Nicht nur die Deutschen tun sich bekanntlich bei der Aufarbeitung der Kolonialgeschichte schwer. Zum jüngst vergangenen Jahrhundertgedenken zum Ersten Weltkrieg versagten nicht nur sie, sondern auch Europa insgesamt. Mutterseelenallein und letztendlich vor einem verstummten Öffentlichkeit hierzulande zeigten dies am 28. Juni 1919 die Amerikaner dadurch, dass sie das Ende des Great War in Versailles feierten. Nicht, dass im Bildungsprogramm dieses Tages in Erinnerung gebracht wurde, dass die etablierten Kolonisatoren im Anfangsakt der Pariser Friedenskonferenz heimlich den deutschen Juniorpartner richteten, bevor es fünf Monate später zur bekannten Kriegsschuldfrage kam. Was hat es mit der „kolonialen Kriegsschuldlüge“ auf sich?

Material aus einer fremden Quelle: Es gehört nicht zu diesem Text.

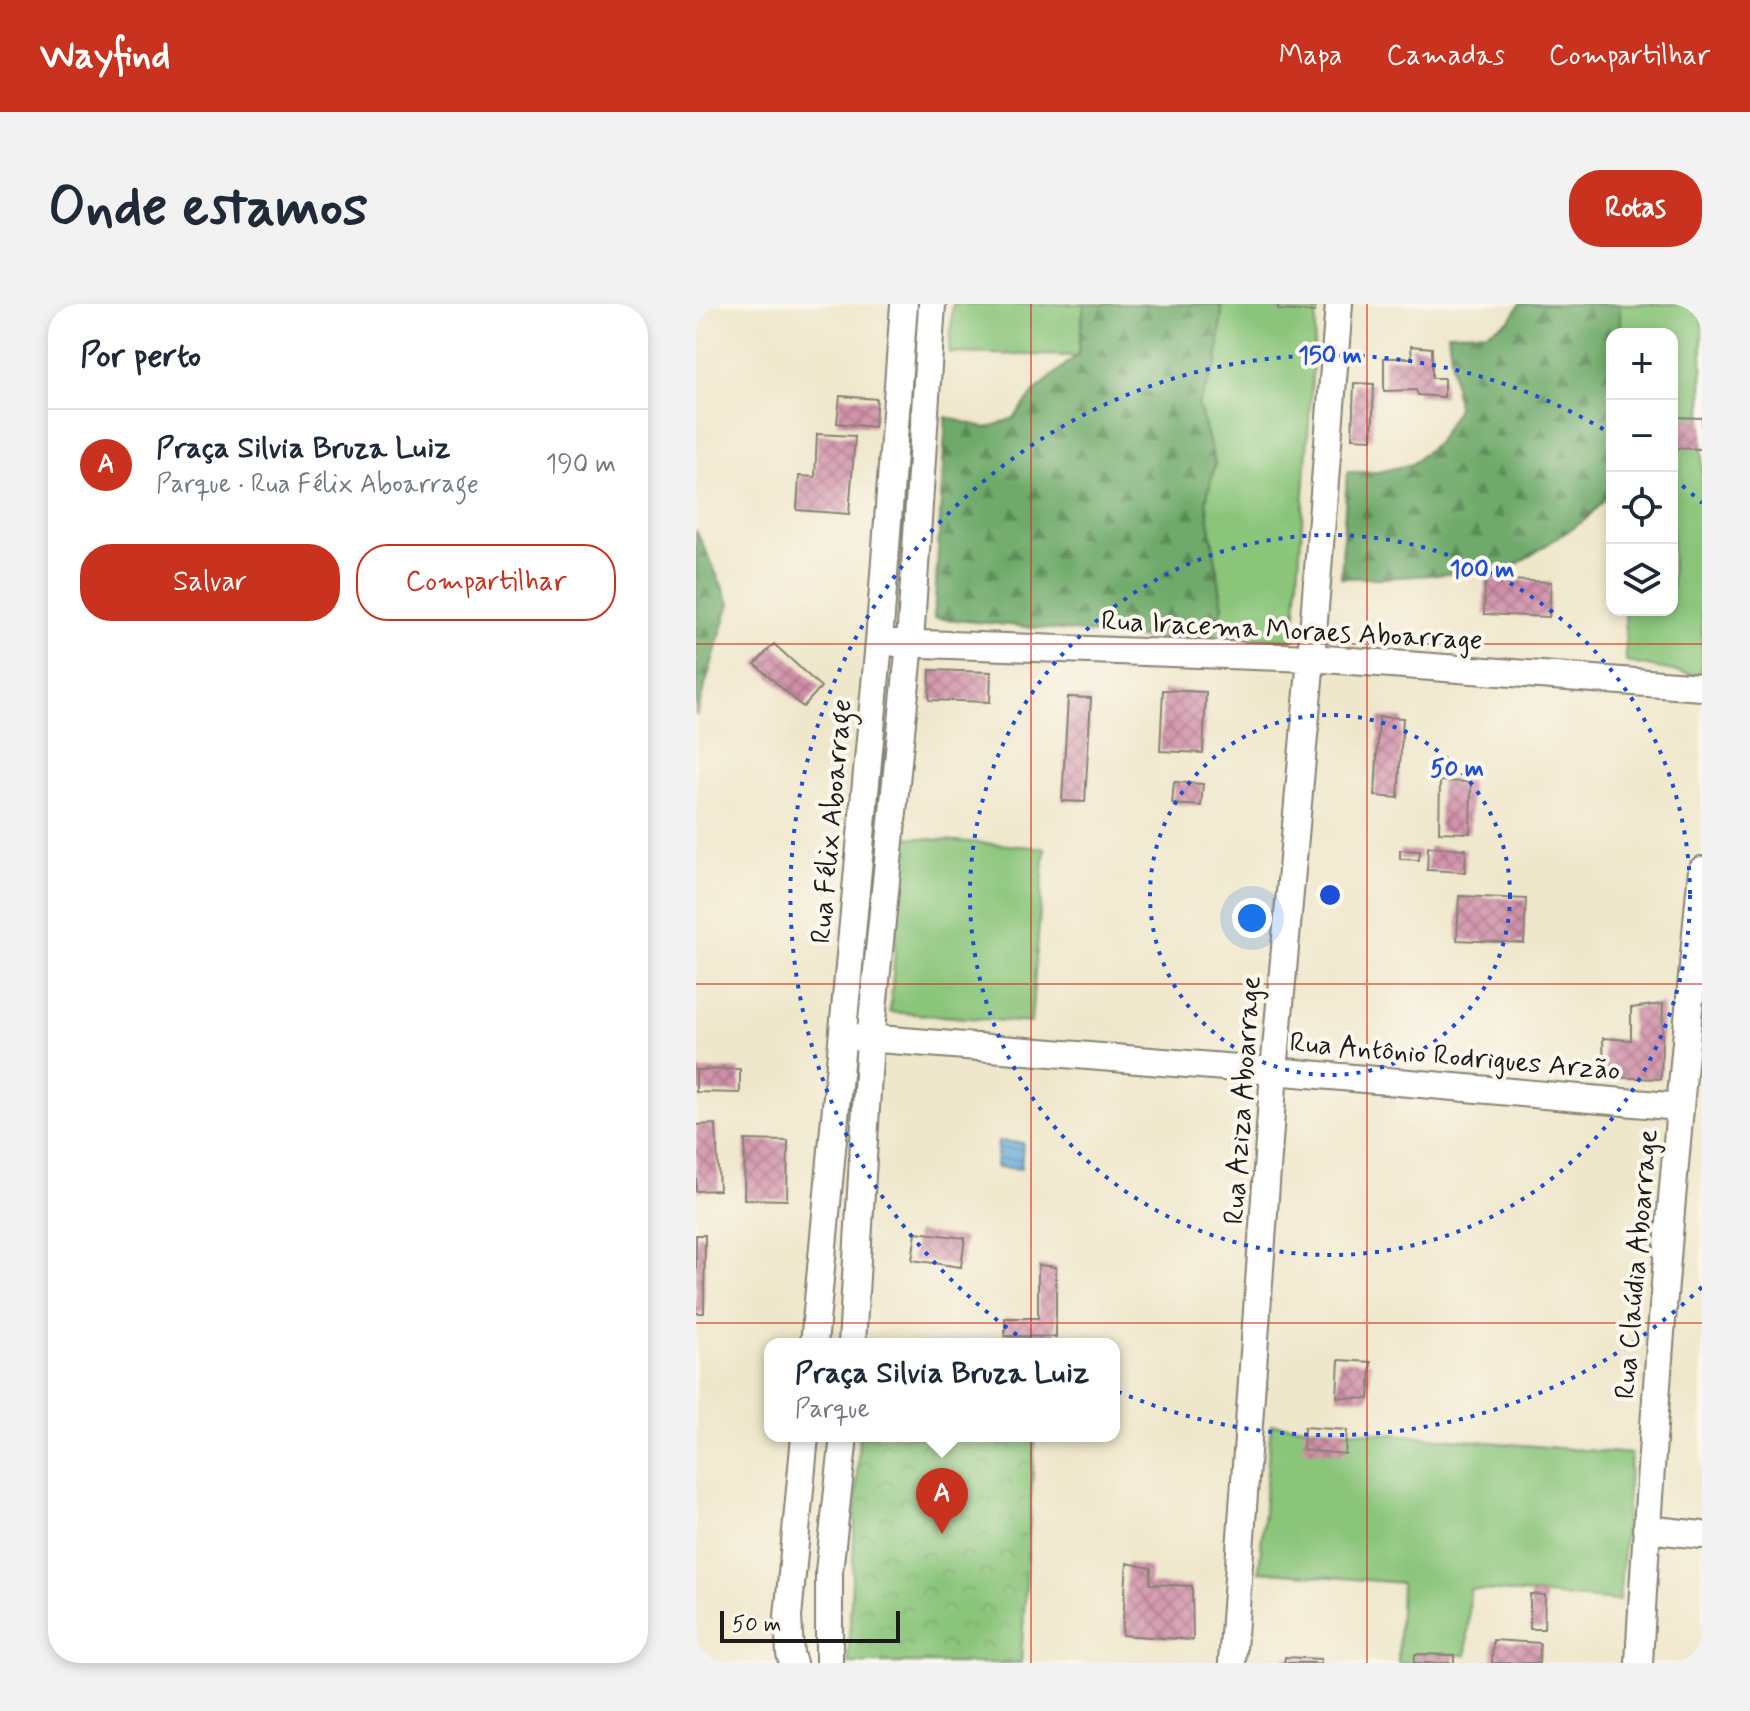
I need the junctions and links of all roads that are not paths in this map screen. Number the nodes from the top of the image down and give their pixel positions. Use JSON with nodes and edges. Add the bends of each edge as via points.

Am Tag nach der Eröffnung dieser Konferenz im verlängerten Waffenstillstand trat Deutschlands erster Kolonialminister in Weimar/Berlin sein Amt an. Fünf Monate später trat Philipp Scheidemann vom ersten Ministerpräsidentenamt des Nachfolgestaates des Deutschen Kaiserreiches zurück, weil er den Entwurf des Versailler Vertrages als würgendes Diktat betrachtete (in ähnliche Worte fasste es im finalen Gedenkjahr 2019 ein Berliner Professor im Begleitheft zur Ausstellung des Stadtmuseum Berlin, siehe Gründungsmanifest). Damit wurde Johannes Bell, der erste Kolonialminister Deutschlands, zum letzten Verwalter dieses Amtes, weil es infolge des kolonial verheerenden Vertrags kommentarlos ausgesetzt bzw. aufgehoben wurde. Dieser wurde von Bell in seiner neuen Funktion als Verkehrsminister unterschrieben. Weniger als der Schuldfrage haftet den wegweisenden Kolonialbestimmungen von Paris/Versailles ein totalitäres Merkmal an. Nicht nur die Kolonien wurden eine nach der anderen beschlagnahmt, sondern – bis auf zehn Prozent des nichtmilitärischen Bestandes – auch die beiden Flotten. Damit veranlassten die britische Delegation und Englands Kolonisten bzw. die überraschende Empire-Delegation (British Imperial Delegation) unter der Führung des Kolonialhelden Jan Christian Smuts die lückenlose Vernichtung des deutschen Kolonialreiches. In der Folge musste Weimardeutschland – ebenfalls in einem eindeutigen Widerspruch zum Waffenstillstandsabkommen – auf 95% des außereuropäischen Verkehrs verzichten.
Was genau befürchtet die Berliner Konzernleitung? Nicht das Muster der "verspäteten Nation", welche bekanntlich zum jüngsten Kolonisator wurde, nach dem den Anderen beim Aufarbeiten von der Bundesrepublik Deutschland erneut gefolgt worden wäre. Vielmehr ergibt das einzigartige Phänomen der "doppelten Dekolonisierung", welcher letztendlich aus Deutschlands "weißer Dekolonisierung" von 1919 hervorgeht, Chancen, die weltweit brenzlige Debatte sowohl zu erneuern als auch zu entschärfen.